To her surprise Dan'l only looked at his sister with complacency.

"That," he said, "is jest what the New York publisher sez. 'The 'Merrikan people,' sez he, 'is ashamed o' bein' short and peart and funny; it lacks dignity,' sez he; 'it looks funny,' sez he, 'but it ain't deep-seated nash'nul literature,' sez he. 'Them snips o' funny stories and short dialogues in the comic papers—they make ye laff,' sez he, 'but laffin' isn't no sign o' deep morril purpose,' sez he, 'and it ain't genteel and refined. Abraham Linkin with his pat anecdotes ruined our standin' with dignified nashuns,' sez he. 'We cultivated publishers is sick o' hearin' furrin' nashuns roarin' over funny 'Merrikan stories; we're goin' to show 'em that, even ef we haven't classes and titles and sich, we kin be dull. We're workin' the historical racket for all that it's worth,—ef we can't go back mor'n a hundred years or so, we kin rake in a Lord and a Lady when we do, and we're gettin' in some ole-fashioned spellin' and "methinkses" and "peradventures." We're doin' the religious bizness ez slick ez Robert Elsmere, and we find lots o' soul in folks—and heaps o quaint morril characters,' sez he."

"Sakes alive, Dan'l!" broke in his sister; "what's all that got to do with your yarn 'bout the hoss trade?"

"Everythin'," returned Dan'l. "'For,' sez he, 'Mr. Borem,' sez he, 'you're a quaint morril character. You've got protracted humor,' sez he. 'You've bin an hour tellin' that yarn o' yours! Ef ye could spin it out to fill two chapters of a book—yer fortune's made! For you'll show that a successful hoss trade involves the highest nash'nul characteristics. That what common folk calls "selfishness," "revenge," "mean lyin'," and "low-down money-grubbin' ambishun" is really "quaintness," and will go in double harness with the bizness of a Christian banker,' sez he."

"Created goodness, Dan'l! You're designin' ter"—

Dan'l Borem rose, coughed, expectorated carefully at the usual spot in the fender, his general custom of indicating the conclusion of a subject or an interview, and said dryly: "I'm thar!"


To return to the writer of the letter, whose career was momentarily cut off by the episode of the horse trade (who, if he had previously received a letter written by somebody else would have been an entirely different person and not in this novel at all): John Lummox—known to his family as "the perfect Lummox"—had been two years in college, but thought it rather fine of himself—a habit of thought in which he frequently indulged—to become a clerk, but finally got tired of it, and to his father's relief went to Europe for a couple of years, returning with some knowledge of French and German, and the cutting end of a German student's blunted dueling sword. Having, as he felt, thus equipped himself for the hero of an American "Good Society" novel, he went on board a "liner," where there would naturally be susceptible young ladies. One he thought he recognized as a girl with whom he used to play "forfeits" in the vulgar past of his boyhood.
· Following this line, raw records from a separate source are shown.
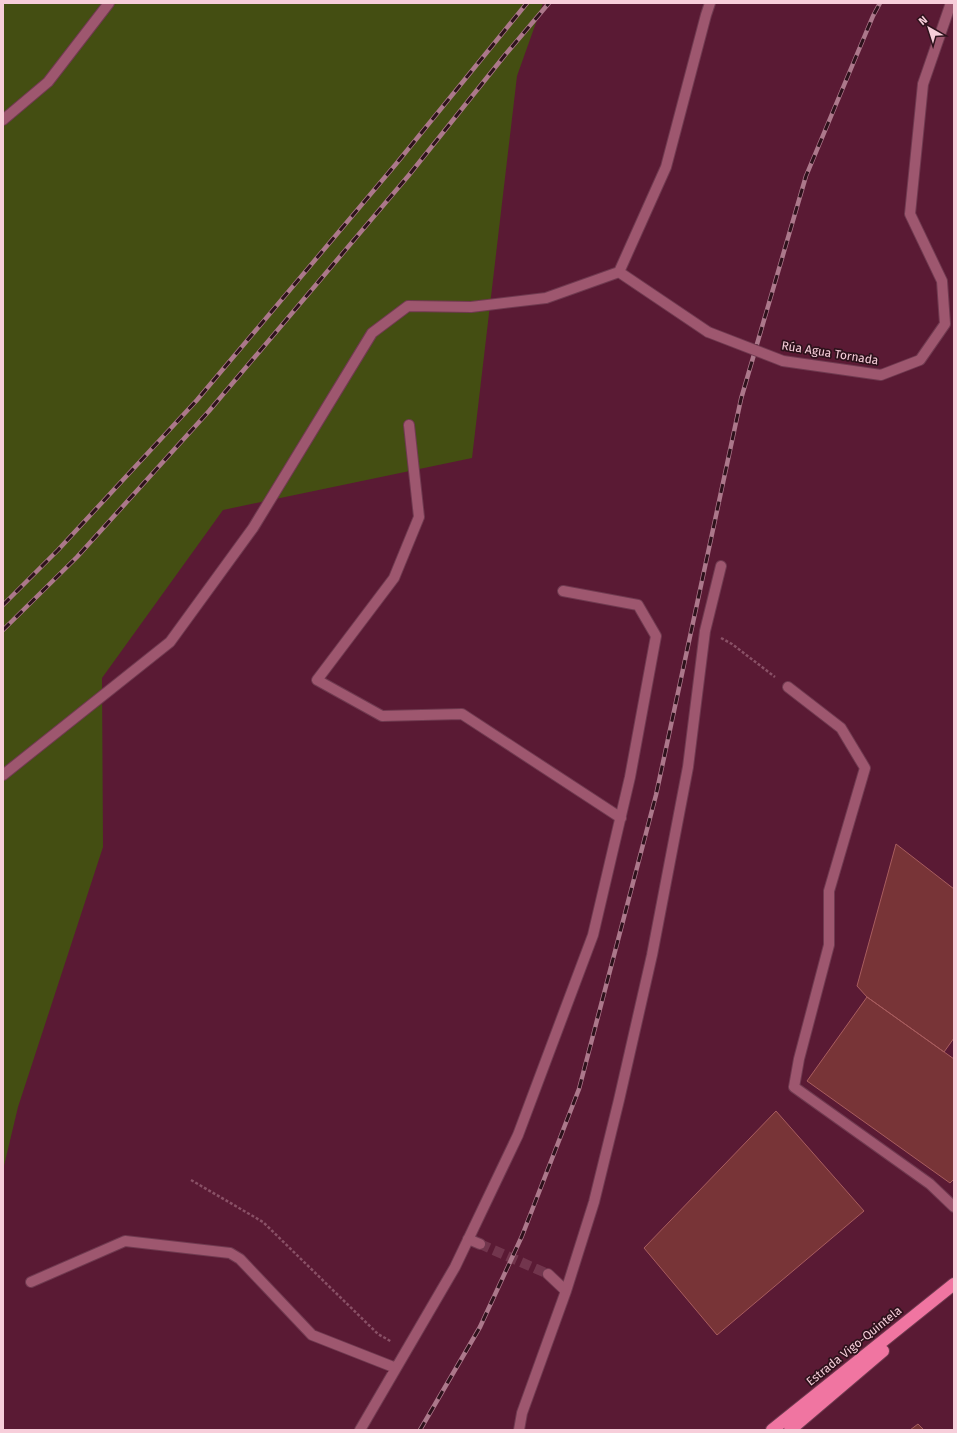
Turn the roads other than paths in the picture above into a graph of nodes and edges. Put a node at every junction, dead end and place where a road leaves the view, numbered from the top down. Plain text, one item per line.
1 (109, 3) edge
2 (710, 3) edge
3 (951, 3) edge
4 (3, 120) edge
5 (619, 272) junction
6 (409, 425) dead end
7 (721, 566) dead end
8 (563, 591) dead end
9 (788, 687) road end
10 (3, 775) edge
11 (620, 818) junction
12 (954, 1207) edge
13 (468, 1239) junction
14 (480, 1244) tunnel mouth
15 (548, 1274) tunnel mouth
16 (32, 1282) dead end
17 (954, 1284) edge
18 (566, 1291) junction
19 (954, 1291) edge
20 (396, 1368) junction
21 (360, 1430) edge
22 (519, 1430) edge
23 (772, 1430) edge
24 (790, 1430) edge

1 - 4 street
2 - 5 street
3 - 5 street, Rúa Agua Tornada, bridge
5 - 10 street
6 - 11 street
7 - 18 street
8 - 11 street
9 - 12 street
11 - 13 street
13 - 14 street
13 - 20 street
15 - 18 street
16 - 20 street
17 - 23 highway, Estrada Vigo-Quintela
18 - 22 street
19 - 24 highway
20 - 21 street

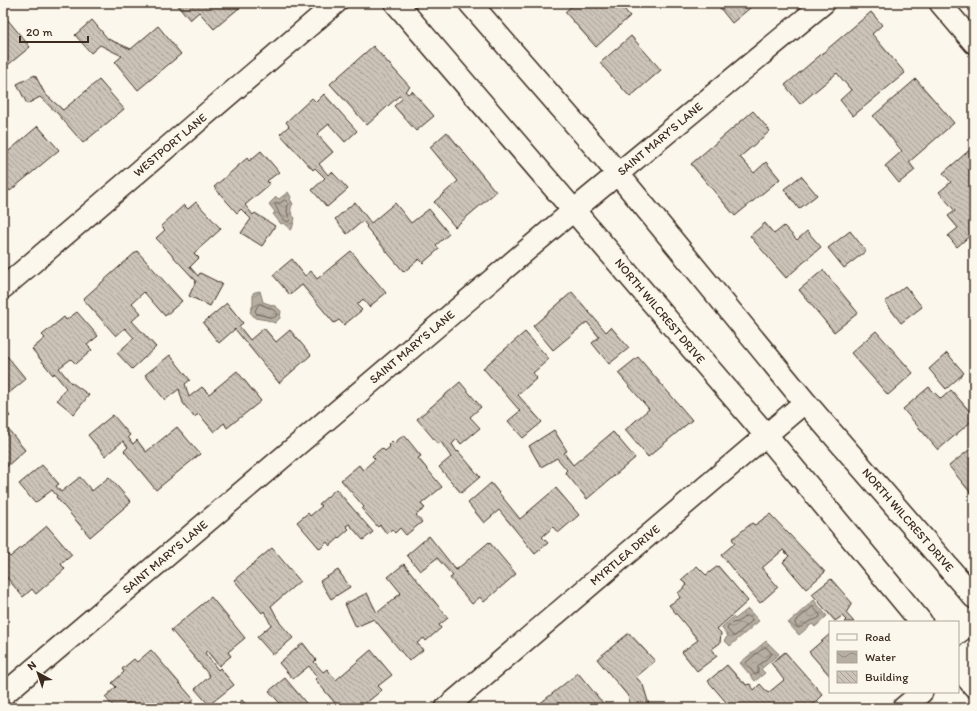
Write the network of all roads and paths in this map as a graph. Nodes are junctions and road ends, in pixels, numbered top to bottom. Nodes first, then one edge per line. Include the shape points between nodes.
1 (336, 3) edge
2 (396, 3) edge
3 (470, 3) edge
4 (824, 3) edge
5 (940, 3) edge
6 (974, 43) edge
7 (618, 174) junction
8 (574, 210) junction
9 (3, 288) edge
10 (805, 402) junction
11 (766, 435) junction
12 (974, 597) edge
13 (920, 621) edge
14 (974, 649) edge
15 (959, 661) edge
16 (959, 668) edge
17 (974, 686) edge
18 (921, 693) edge
19 (3, 695) edge
20 (446, 708) edge
21 (903, 708) edge

1 - 9 street, WESTPORT LANE
2 - 8 main road, NORTH WILCREST DRIVE
3 - 7 main road, NORTH WILCREST DRIVE
4 - 7 street, SAINT MARY'S LANE
5 - 6 street
7 - 8 street, SAINT MARY'S LANE
7 - 10 main road, NORTH WILCREST DRIVE
8 - 11 main road, NORTH WILCREST DRIVE
8 - 19 street, SAINT MARY'S LANE
10 - 11 street, MYRTLEA DRIVE
10 - 12 main road, NORTH WILCREST DRIVE
11 - 13 main road, NORTH WILCREST DRIVE
11 - 20 street, MYRTLEA DRIVE
14 - 15 street
16 - 17 main road
18 - 21 street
She sat at his table, accompanied by another lady whose husband seemed to be a confirmed dyspeptic. His remarks struck Lummox as peculiar.

"Shall I begin dinner with pudding and cheese or take the ordinary soup first? I quite forget which I did last night," he said anxiously to his wife.
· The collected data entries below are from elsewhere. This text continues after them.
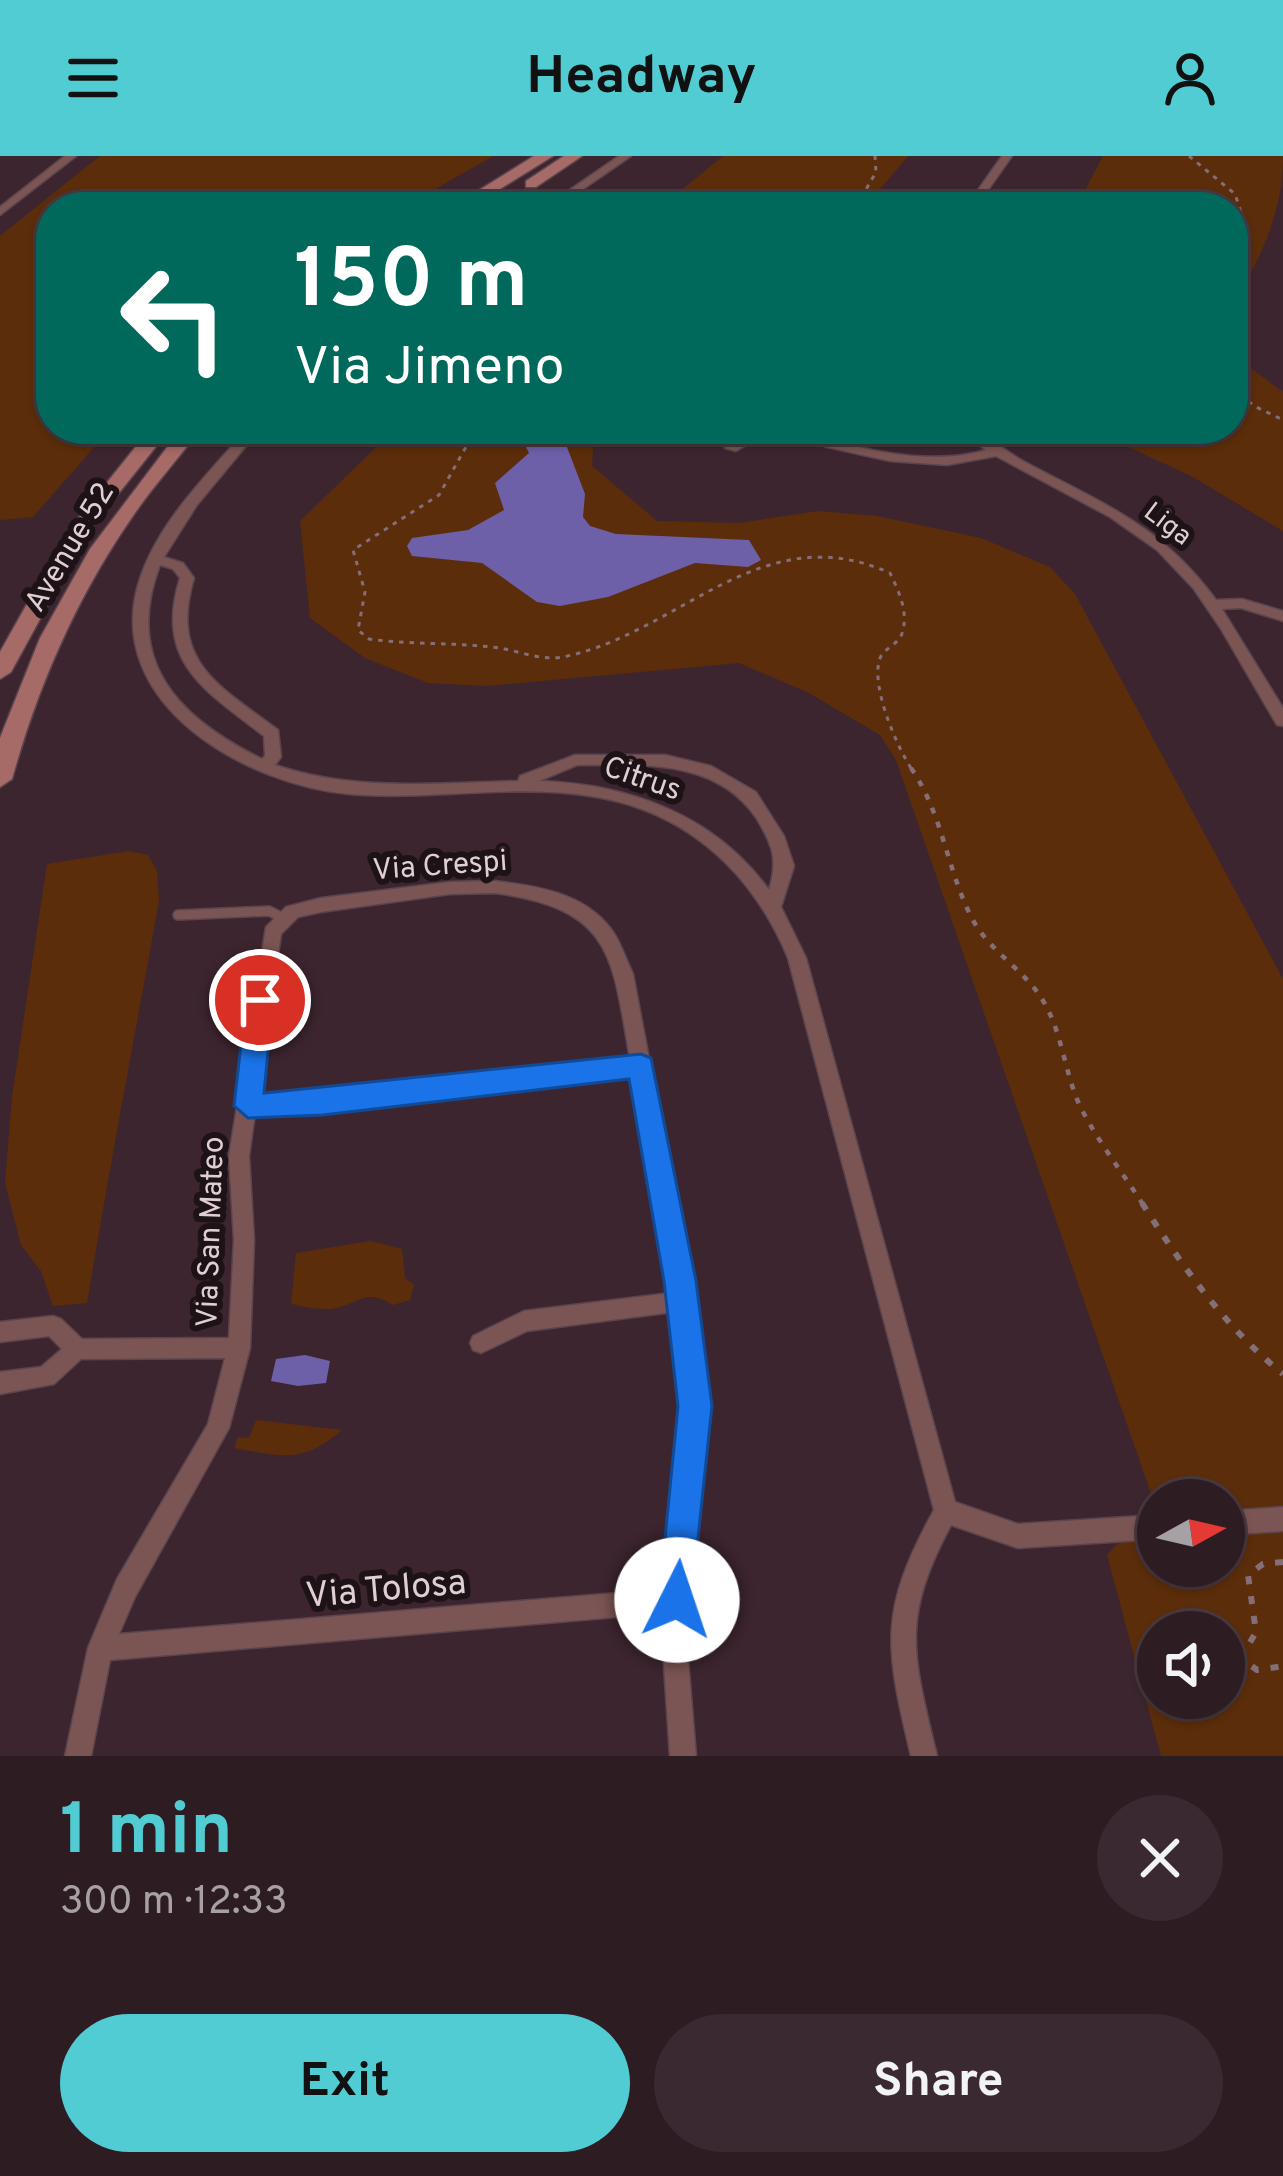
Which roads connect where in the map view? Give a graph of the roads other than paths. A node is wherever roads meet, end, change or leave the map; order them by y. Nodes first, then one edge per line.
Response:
1 (70, 156) edge
2 (545, 156) edge
3 (574, 156) edge
4 (626, 156) edge
5 (1007, 156) edge
6 (485, 192) edge
7 (515, 192) edge
8 (572, 192) edge
9 (982, 192) edge
10 (0, 212) edge
11 (148, 444) edge
12 (179, 444) edge
13 (243, 444) edge
14 (739, 444) edge
15 (822, 444) edge
16 (984, 444) edge
17 (731, 448) dead end
18 (994, 452) junction
19 (159, 560) junction
20 (1210, 604) junction
21 (1283, 616) edge
22 (0, 672) edge
23 (1283, 721) edge
24 (264, 767) junction
25 (0, 779) edge
26 (521, 782) junction
27 (773, 904) junction
28 (178, 915) dead end
29 (289, 915) junction
30 (641, 1066) junction
31 (248, 1106) junction
32 (682, 1301) junction
33 (0, 1333) edge
34 (482, 1343) dead end
35 (239, 1348) junction
36 (77, 1349) junction
37 (0, 1383) edge
38 (946, 1510) junction
39 (1283, 1519) edge
40 (1245, 1522) edge
41 (1137, 1528) edge
42 (677, 1600) junction
43 (100, 1648) junction
44 (78, 1756) edge
45 (683, 1756) edge
46 (924, 1756) edge

1 - 10 street
2 - 6 main road
3 - 7 main road
4 - 8 street
5 - 9 street
11 - 22 main road, Avenue 52
12 - 25 main road, Avenue 52
13 - 19 street, Citrus
14 - 17 street
15 - 18 street
16 - 18 street, Liga
18 - 20 street, Liga
19 - 24 street, Citrus
19 - 24 street
20 - 21 street
20 - 23 street, Liga
24 - 26 street, Citrus
26 - 27 street, Citrus
26 - 27 street
27 - 38 street, Citrus
28 - 29 lane
29 - 30 street, Via Crespi
29 - 31 street, Via San Mateo
30 - 31 street
30 - 32 street, Via Crespi
31 - 35 street, Via San Mateo
32 - 34 street
32 - 42 street, Via Crespi
33 - 36 street
35 - 36 street
35 - 43 street, Via San Mateo
36 - 37 street
38 - 41 street
38 - 46 street
39 - 40 street
42 - 43 street, Via Tolosa
42 - 45 street, Via Crespi
43 - 44 street, Via San Mateo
But Mrs. Starling hesitated.

"Tell me, Mary," he said, appealing to Miss Bike, the young lady.

"I should begin with the pudding," said Miss Bike decisively, "and between that and the arrival of the cheese you can make up your mind, and then, if you think better, go back to the soup."

"Thank you so much. Now, as to drink? Shall I take the Friedrichshalle first or the Benedictine? You know the doctor insists upon the Friedrichshalle, but I don't think I did well to mix them as I did yesterday. Or shall I take simply milk and beer?"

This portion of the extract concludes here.